[home] [PDF Version]
Regular Expressaion (RegExps) are used for matching pieces of text. In perl a RegExp consists of delimiters, a pattern and some optional settings. There are three types of RegExp in perl: match, replace and transliterate; we'll look at each in turn.
The simple matching RegExp checks to see whether a pattern can be found in a string. For the moment we'll use '/' as our delimiter. Here's an example:
$my_variable =~ m/hello/i;
Lets' break that down and see what we have...
$my_variables =~
Perform a regexp on $my_variable.
m/
This is a matching regexp (if '/' is used as the delimiter, the 'm' can be ommited)
hello
The pattern to match - just a simple string in this case.
/i;
End of the pattern, and the 'i' option, which means the RegExp will be case insensitive.
Because $_ is the 'default variable' in perl, you can perform a regexp on it as follows:
/hello/i;
so if you see this sort of thing on it's own, then it's matching against $_.

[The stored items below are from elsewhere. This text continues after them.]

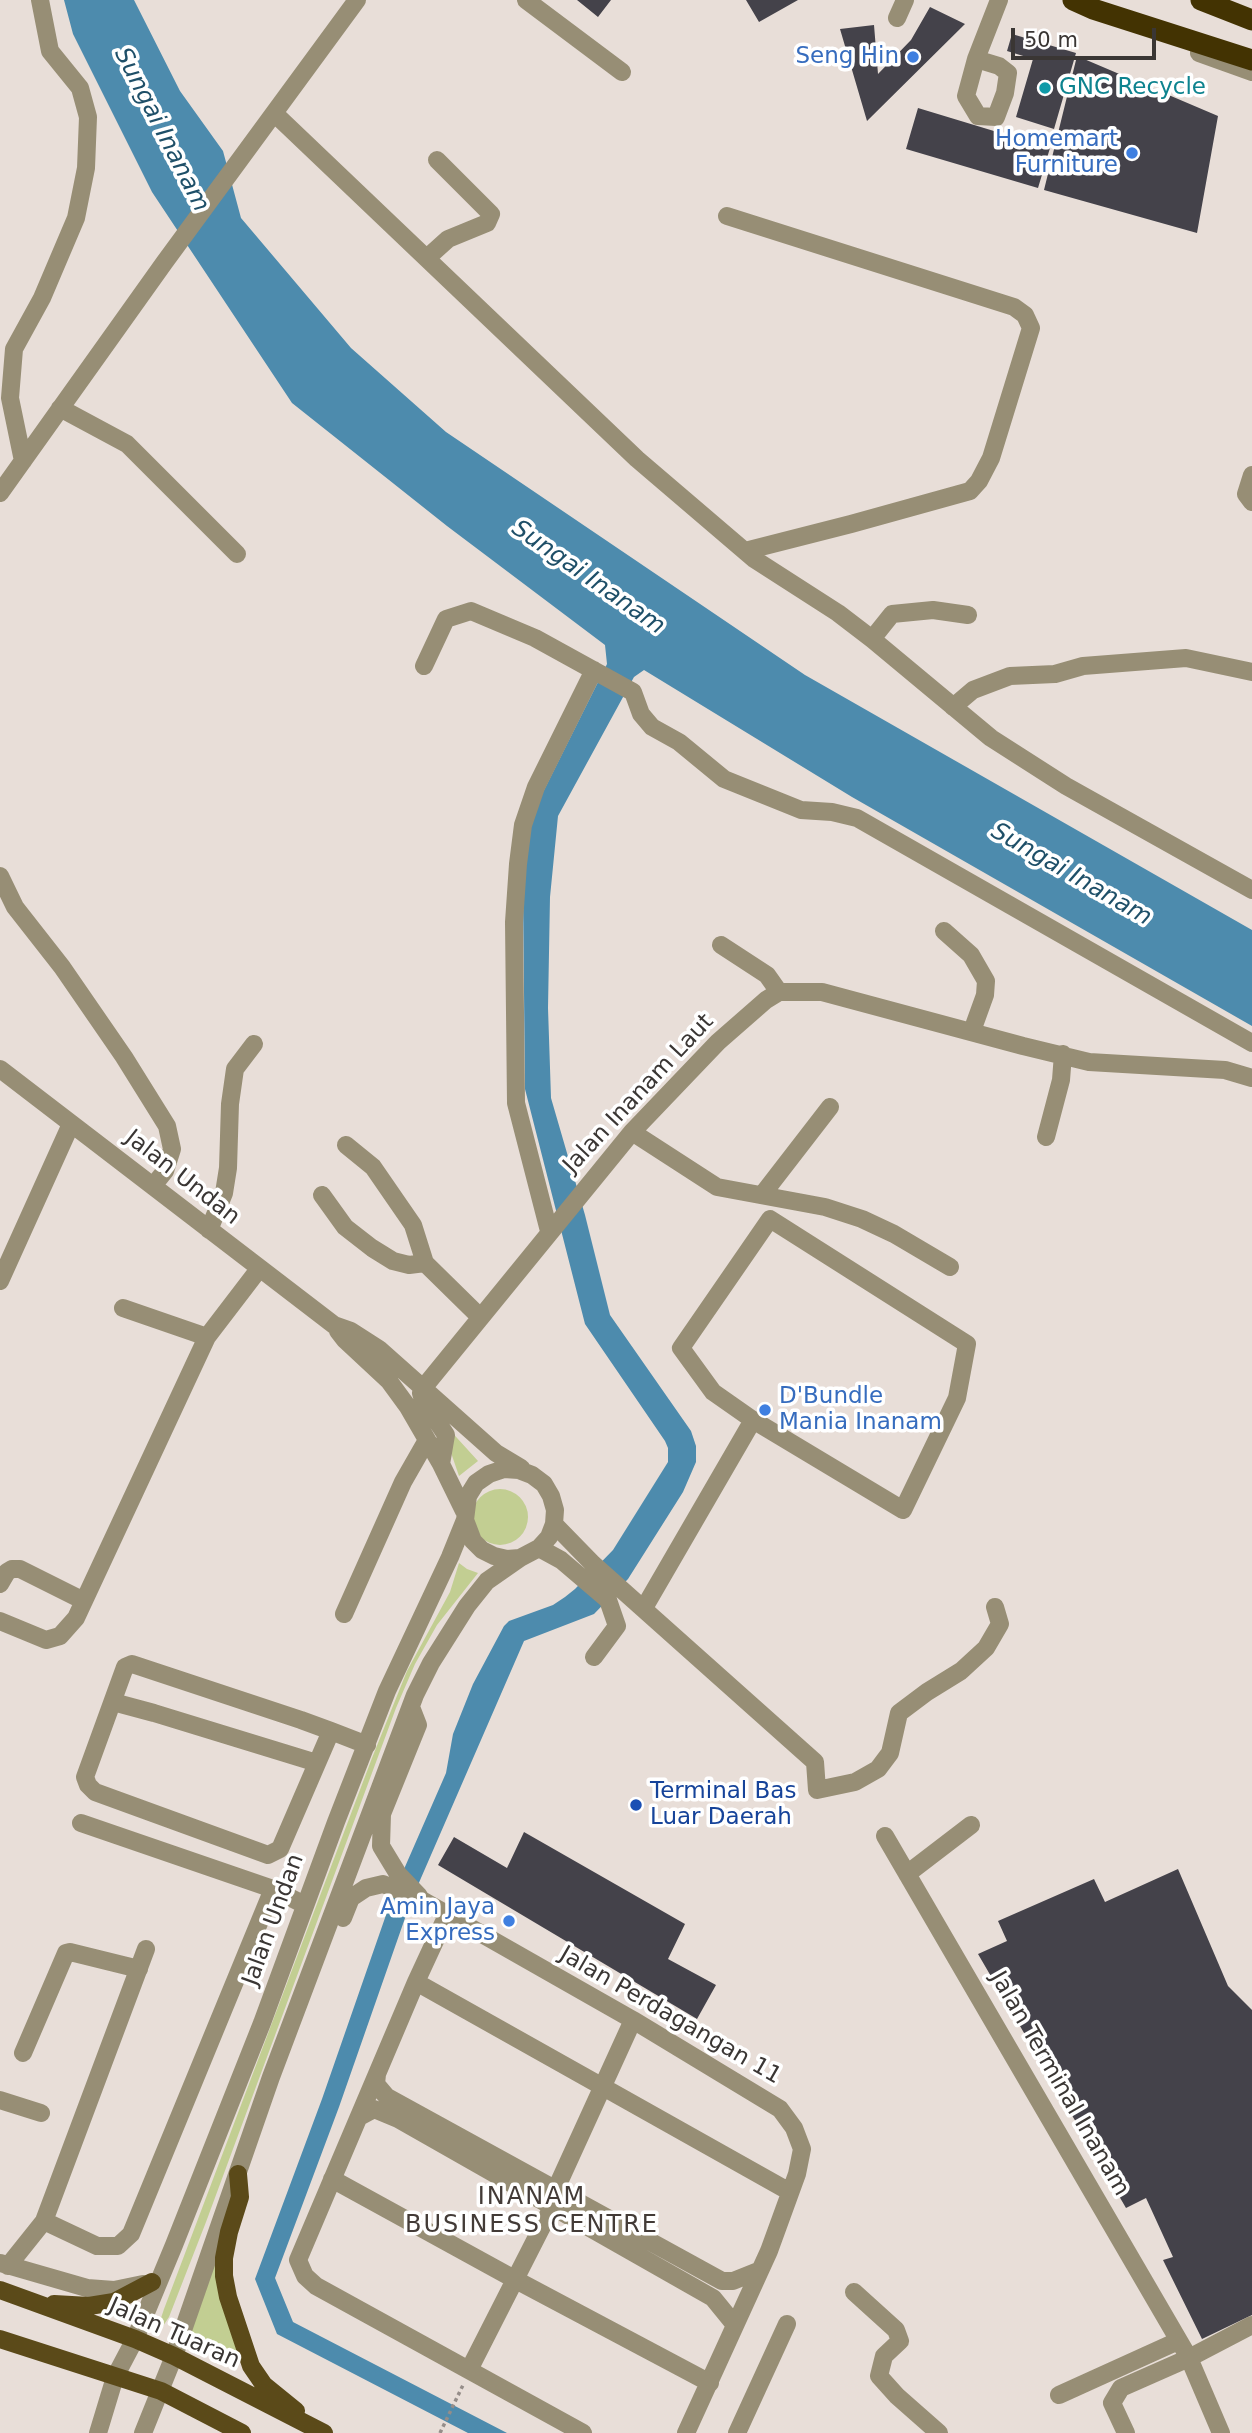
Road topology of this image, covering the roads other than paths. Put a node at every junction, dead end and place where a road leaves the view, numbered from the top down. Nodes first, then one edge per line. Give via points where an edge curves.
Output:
1 (40, 0) edge
2 (356, 0) edge
3 (526, 0) edge
4 (905, 0) edge
5 (999, 0) edge
6 (1066, 0) edge
7 (1073, 0) edge
8 (1201, 0) edge
9 (897, 18) dead end
10 (1252, 20) edge
11 (976, 60) dead end
12 (1252, 60) edge
13 (622, 72) dead end
14 (1252, 72) edge
15 (274, 113) junction
16 (437, 160) dead end
17 (727, 216) dead end
18 (428, 257) junction
19 (60, 408) junction
20 (23, 461) junction
21 (1252, 475) edge
22 (0, 493) edge
23 (1252, 502) edge
24 (745, 551) junction
25 (237, 554) dead end
26 (968, 615) dead end
27 (872, 639) junction
28 (424, 666) dead end
29 (594, 670) junction
30 (1252, 672) edge
31 (953, 707) junction
32 (0, 876) edge
33 (1252, 890) edge
34 (944, 931) dead end
35 (721, 945) dead end
36 (779, 992) junction
37 (972, 1031) junction
38 (1252, 1043) edge
39 (254, 1044) dead end
40 (1063, 1054) junction
41 (0, 1069) edge
42 (1252, 1078) edge
43 (830, 1107) dead end
44 (71, 1124) junction
45 (632, 1132) junction
46 (1046, 1137) dead end
47 (346, 1145) dead end
48 (153, 1186) junction
49 (322, 1195) dead end
50 (762, 1195) junction
51 (209, 1230) junction
52 (549, 1231) junction
53 (425, 1263) junction
54 (950, 1267) dead end
55 (259, 1269) junction
56 (0, 1281) edge
57 (123, 1308) dead end
58 (480, 1317) junction
59 (334, 1325) junction
60 (207, 1337) junction
61 (424, 1387) junction
62 (753, 1420) junction
63 (427, 1440) junction
64 (441, 1464) junction
65 (533, 1475) junction
66 (465, 1516) junction
67 (554, 1524) junction
68 (539, 1548) junction
69 (520, 1558) junction
70 (586, 1569) junction
71 (0, 1584) edge
72 (614, 1594) junction
73 (84, 1601) junction
74 (995, 1607) dead end
75 (645, 1608) junction
76 (344, 1615) dead end
77 (0, 1621) edge
78 (594, 1657) dead end
79 (113, 1702) junction
80 (411, 1707) junction
81 (331, 1731) junction
82 (367, 1745) junction
83 (317, 1763) junction
84 (81, 1823) dead end
85 (971, 1825) dead end
86 (885, 1836) dead end
87 (907, 1874) junction
88 (391, 1879) junction
89 (273, 1889) junction
90 (305, 1905) junction
91 (447, 1916) junction
92 (146, 1949) dead end
93 (316, 1958) junction
94 (139, 1969) junction
95 (416, 1982) junction
96 (633, 2020) junction
97 (23, 2053) dead end
98 (377, 2073) junction
99 (603, 2088) junction
100 (0, 2100) edge
101 (41, 2113) dead end
102 (359, 2117) junction
103 (239, 2174) junction
104 (332, 2179) junction
105 (790, 2192) junction
106 (553, 2199) junction
107 (44, 2221) junction
108 (174, 2245) junction
109 (4, 2264) edge
110 (758, 2271) junction
111 (516, 2280) junction
112 (152, 2282) junction
113 (0, 2291) edge
114 (853, 2292) dead end
115 (36, 2303) junction
116 (787, 2324) dead end
117 (735, 2325) junction
118 (1252, 2325) edge
119 (0, 2339) edge
120 (135, 2339) junction
121 (1178, 2340) junction
122 (174, 2356) junction
123 (1189, 2358) junction
124 (469, 2370) junction
125 (116, 2376) junction
126 (710, 2383) junction
127 (161, 2391) junction
128 (1059, 2395) dead end
129 (98, 2433) edge
130 (143, 2433) edge
131 (241, 2433) edge
132 (324, 2433) edge
133 (583, 2433) edge
134 (686, 2433) edge
135 (737, 2433) edge
136 (939, 2433) edge
137 (1126, 2433) edge
138 (1221, 2433) edge

1 - 20 street via 50,51 80,88 88,117 86,168 76,218 14,349 10,398
2 - 15 street
3 - 13 street
4 - 9 street
5 - 11 street
6 - 14 street via 1092,16
7 - 12 highway
8 - 10 highway
15 - 18 street
15 - 19 street
16 - 18 street via 491,214 487,223 448,239
17 - 24 street via 1014,307 1030,321 1031,328 991,458 970,491
18 - 24 street via 637,459
19 - 20 street
19 - 25 street via 127,444
20 - 22 street
21 - 23 street via 1246,494
24 - 27 street
26 - 27 street via 933,610 892,614
27 - 31 street
28 - 29 street via 446,619 471,611
29 - 38 street via 633,692 652,727 679,742 724,779 801,810 857,818
29 - 52 street via 536,787 523,825 518,864 514,922 516,1103
30 - 31 street via 1186,658 1083,666 1055,674 1010,676 973,690
31 - 33 street via 991,738 1066,786
32 - 48 street via 15,907 70,978 167,1126 172,1149
34 - 37 street via 971,955 986,981
35 - 36 street via 767,975
36 - 37 street via 822,992
36 - 45 street, Jalan Inanam Laut via 718,1042
37 - 40 street
39 - 51 street via 235,1069 224,1193
40 - 42 street via 1088,1062 1225,1070
40 - 46 street
41 - 44 street, Jalan Undan
43 - 50 street
44 - 48 street, Jalan Undan
44 - 56 street
45 - 50 street via 717,1188
45 - 52 street, Jalan Inanam Laut
47 - 53 street via 373,1167 413,1225
48 - 51 street, Jalan Undan
49 - 53 street via 345,1227 372,1248 393,1261
50 - 54 street via 862,1219
51 - 55 street, Jalan Undan
52 - 58 street, Jalan Inanam Laut
53 - 58 street
55 - 59 street, Jalan Undan
55 - 60 street
57 - 60 street
58 - 61 street, Jalan Inanam Laut
59 - 61 street, Jalan Undan via 379,1349
59 - 63 street, Jalan Undan via 389,1381
60 - 73 street
61 - 64 street via 423,1400 446,1435
61 - 65 street, Jalan Undan via 496,1453
62 - 62 street via 713,1392 681,1348 770,1219 967,1344 957,1398 903,1510
62 - 75 street
63 - 64 street, Jalan Undan
63 - 76 street
64 - 66 street, Jalan Undan
65 - 66 street, Jalan Undan via 511,1470 489,1474 468,1496
65 - 67 street, Jalan Undan via 551,1496
66 - 69 street, Jalan Undan via 473,1541 482,1550 507,1559
66 - 82 street, Jalan Undan
67 - 68 street
67 - 70 street
68 - 69 street
68 - 70 street
69 - 80 street via 487,1581 467,1606
70 - 72 street
71 - 73 street via 7,1572 20,1569
72 - 75 street
72 - 78 street via 617,1626
73 - 77 street via 60,1636 46,1640
74 - 75 street via 1000,1624 986,1648 899,1713 890,1753 878,1769 855,1783 817,1790 815,1762
79 - 81 street via 125,1667 132,1664
79 - 83 street
79 - 83 street via 85,1777 95,1792 268,1855 280,1849
80 - 88 street via 418,1726 382,1814 381,1846
80 - 93 street
81 - 82 street
81 - 83 street
82 - 90 street, Jalan Undan
84 - 89 street
85 - 87 street
86 - 87 street, Jalan Terminal Inanam
87 - 121 street, Jalan Terminal Inanam
88 - 91 street, Jalan Perdagangan 11
88 - 93 street via 352,1898 329,1948
89 - 90 street
89 - 107 street via 131,2234 118,2246 97,2246
90 - 108 street, Jalan Undan
91 - 95 street
91 - 96 street, Jalan Perdagangan 11
92 - 94 street
93 - 103 street
94 - 97 street via 66,1953
94 - 107 street
95 - 98 street
95 - 99 street
96 - 99 street
96 - 105 street, Jalan Perdagangan 11 via 780,2109 802,2149
98 - 102 street
98 - 106 street via 376,2084 387,2097
99 - 105 street
99 - 106 street
100 - 101 street
102 - 104 street
102 - 106 street via 374,2109 398,2119
103 - 122 street
103 - 132 main road via 240,2197 229,2232 224,2276 234,2320 251,2366 264,2385
104 - 111 street
104 - 124 street via 298,2260 305,2276
105 - 110 street, Jalan Perdagangan 11
106 - 110 street via 722,2281
106 - 111 street
106 - 117 street via 713,2298
107 - 109 street
108 - 112 street
108 - 120 street, Jalan Undan
109 - 112 street via 87,2288 114,2290
110 - 117 street, Jalan Perdagangan 11
111 - 124 street
111 - 126 street
112 - 115 main road via 128,2297 101,2305
113 - 115 main road, Jalan Tuaran
114 - 136 street via 896,2330 900,2341 884,2356 878,2376
115 - 120 main road, Jalan Tuaran
116 - 135 street
117 - 126 street, Jalan Perdagangan 11
118 - 123 street
119 - 125 main road
120 - 122 main road, Jalan Tuaran
120 - 125 street, Jalan Undan
121 - 123 street, Jalan Terminal Inanam
121 - 128 street
122 - 127 street
122 - 132 main road, Jalan Tuaran
123 - 137 street via 1121,2388 1112,2403
123 - 138 street, Jalan Terminal Inanam
124 - 133 street
125 - 127 main road
125 - 129 street, Jalan Undan
126 - 134 street, Jalan Perdagangan 11
127 - 130 street
127 - 131 main road

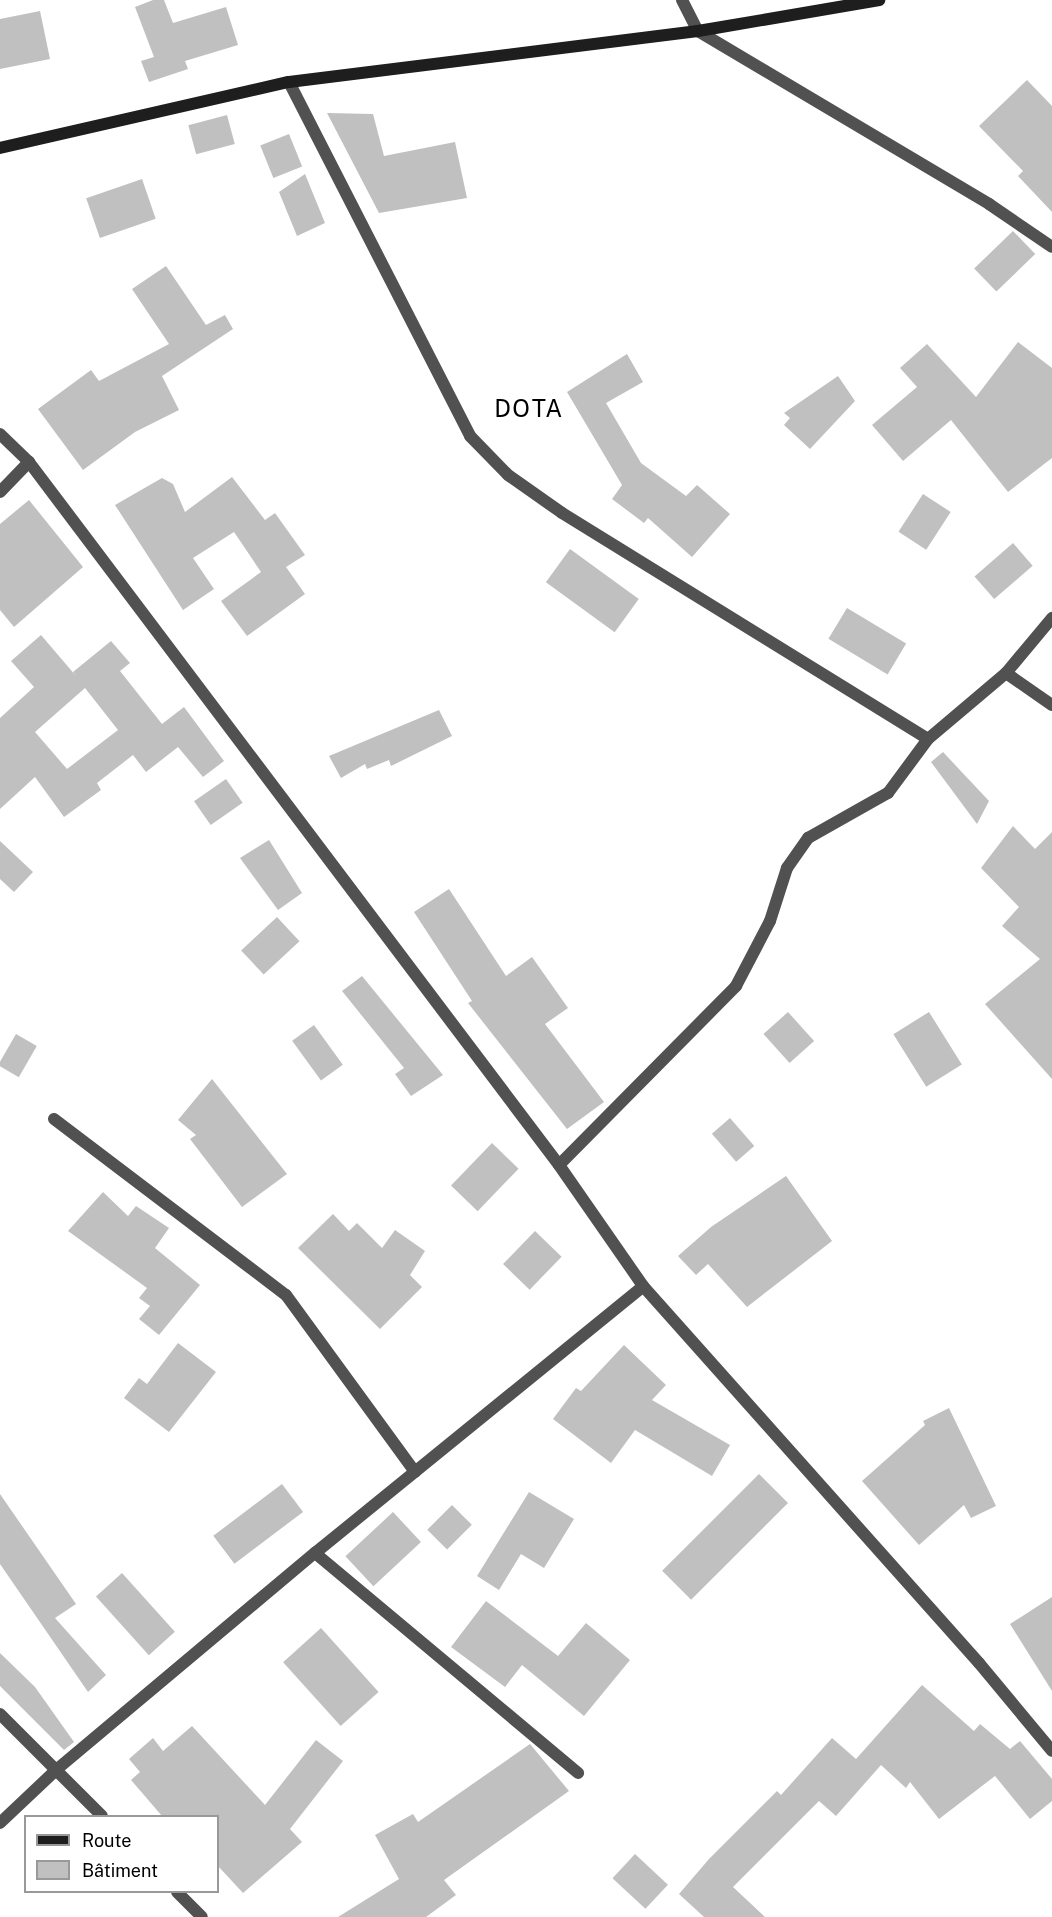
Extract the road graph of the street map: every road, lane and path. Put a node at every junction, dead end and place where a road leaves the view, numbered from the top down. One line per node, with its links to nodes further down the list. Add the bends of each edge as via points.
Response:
1 (682, 0): 3 (street)
2 (879, 0): 3 (street)
3 (698, 31): 4 (street); 6 (street, via 989,204)
4 (289, 82): 5 (street); 13 (street, via 470,436 508,475 562,513)
5 (0, 148)
6 (1052, 247)
7 (0, 434): 8 (street)
8 (29, 462): 9 (street); 15 (street)
9 (0, 492)
10 (1052, 618): 11 (street)
11 (1006, 673): 12 (street); 13 (street)
12 (1052, 705)
13 (928, 739): 15 (street, via 888,793 808,838 787,868 770,921 736,986)
14 (54, 1119): 17 (street, via 286,1295)
15 (559, 1165): 16 (street)
16 (643, 1286): 17 (street); 20 (street)
17 (415, 1472): 18 (street)
18 (315, 1553): 21 (street); 22 (street)
19 (0, 1713): 21 (street)
20 (1052, 1751)
21 (56, 1770): 23 (street); 24 (street)
22 (578, 1773)
23 (101, 1815)
24 (0, 1823)
25 (178, 1893): 26 (street)
26 (202, 1917)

The format of the pattern doesn't just have to contain alpha numerics. RegExps have 'meta-characters' which are not taken as literals. These are the following characters: "+ ? . * ^ $ ( ) [ ] { } | \". To use one of these characters literally, escape it with a slash. If you want to match "file.txt", use:
$var =~ h/file\.txt/;
Note: The delimiter you use also becomes a metachar, so always escape it if you want it to be literal! We'll go through each metachar, looking at what it does:
+ matches the preceeding group one or more times * matches the preceeding group zero or more times ? matches the preceeding group zero or one times {a} matches the preceeding group a times {a,} matches the preceeding group a or more times {a,b} matches the preceeding group between a and b times
a group is defined as either a single character, or a group of chars surrounded with brackets "()". A demonstration:
/bob+/ will match bob, bobb, bobbb /(bob)+/ will match bob, bobbob, bobbob
The dot "." meta character matches any character, EXCEPT newlines. So:
/.*/ matches anything, excluding newlines /a./ matches aa, ab, ac, a*, a:
To make the dot match newline characters aswell, use single line 's' mode:
/.*/s matches anything, including newlines
The caret "^" and dollar "$" signs mark the beginning and end of a line respectively. So this...
/^the only thing in the string$/
...checks to see if the expression matches the entire line.
The square brackets are used to denote a "character class", which is a group of characters to choose from:
/x[abc]x/ matches xax, xbx, xcx
A class can be used with other metachars too:
/[abc]+/ matches b, acb, cabcbabcbab
The special case for classes is when they start with a caret "^". This negates the class, meaning it matches anything EXCEPT the characters within:
/[^aeiou]/ matches any non vowel character.
The | metachar is used to give alternatives:
/a|b|c/ matches a, b, c
It can also be used with groups, so:
/(bob)|(jack)|[abc]/ matches bob, jack, a, b, c